(Items listed in a dataset)
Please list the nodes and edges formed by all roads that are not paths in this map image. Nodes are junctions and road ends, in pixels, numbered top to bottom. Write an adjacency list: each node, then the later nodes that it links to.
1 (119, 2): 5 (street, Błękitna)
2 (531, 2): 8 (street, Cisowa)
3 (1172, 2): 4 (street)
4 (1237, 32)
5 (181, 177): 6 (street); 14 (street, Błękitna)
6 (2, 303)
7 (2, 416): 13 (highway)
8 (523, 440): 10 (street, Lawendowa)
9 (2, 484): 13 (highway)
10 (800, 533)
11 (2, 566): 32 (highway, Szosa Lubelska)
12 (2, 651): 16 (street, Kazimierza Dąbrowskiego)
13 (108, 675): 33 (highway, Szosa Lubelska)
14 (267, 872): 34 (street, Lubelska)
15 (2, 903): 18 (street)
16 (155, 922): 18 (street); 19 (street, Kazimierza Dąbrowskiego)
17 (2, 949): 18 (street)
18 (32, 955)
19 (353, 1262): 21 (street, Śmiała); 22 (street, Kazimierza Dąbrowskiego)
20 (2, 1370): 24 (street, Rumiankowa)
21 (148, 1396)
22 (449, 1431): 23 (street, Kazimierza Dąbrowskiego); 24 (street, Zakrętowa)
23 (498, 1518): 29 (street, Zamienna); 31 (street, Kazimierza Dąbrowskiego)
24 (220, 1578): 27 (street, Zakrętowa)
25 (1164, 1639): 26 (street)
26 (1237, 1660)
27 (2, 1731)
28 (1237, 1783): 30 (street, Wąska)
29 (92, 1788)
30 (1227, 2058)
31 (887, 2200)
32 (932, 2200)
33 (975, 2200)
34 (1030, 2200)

▶ [Directions]
Only an exact transcription of all the records above counts as an answer.

▶ [Answer area]
Please list the nodes and edges formed by all roads that are not paths in this map image. Nodes are junctions and road ends, in pixels, numbered top to bottom. Write an adjacency list: each node, then the later nodes that it links to.
1 (119, 2): 5 (street, Błękitna)
2 (531, 2): 8 (street, Cisowa)
3 (1172, 2): 4 (street)
4 (1237, 32)
5 (181, 177): 6 (street); 14 (street, Błękitna)
6 (2, 303)
7 (2, 416): 13 (highway)
8 (523, 440): 10 (street, Lawendowa)
9 (2, 484): 13 (highway)
10 (800, 533)
11 (2, 566): 32 (highway, Szosa Lubelska)
12 (2, 651): 16 (street, Kazimierza Dąbrowskiego)
13 (108, 675): 33 (highway, Szosa Lubelska)
14 (267, 872): 34 (street, Lubelska)
15 (2, 903): 18 (street)
16 (155, 922): 18 (street); 19 (street, Kazimierza Dąbrowskiego)
17 (2, 949): 18 (street)
18 (32, 955)
19 (353, 1262): 21 (street, Śmiała); 22 (street, Kazimierza Dąbrowskiego)
20 (2, 1370): 24 (street, Rumiankowa)
21 (148, 1396)
22 (449, 1431): 23 (street, Kazimierza Dąbrowskiego); 24 (street, Zakrętowa)
23 (498, 1518): 29 (street, Zamienna); 31 (street, Kazimierza Dąbrowskiego)
24 (220, 1578): 27 (street, Zakrętowa)
25 (1164, 1639): 26 (street)
26 (1237, 1660)
27 (2, 1731)
28 (1237, 1783): 30 (street, Wąska)
29 (92, 1788)
30 (1227, 2058)
31 (887, 2200)
32 (932, 2200)
33 (975, 2200)
34 (1030, 2200)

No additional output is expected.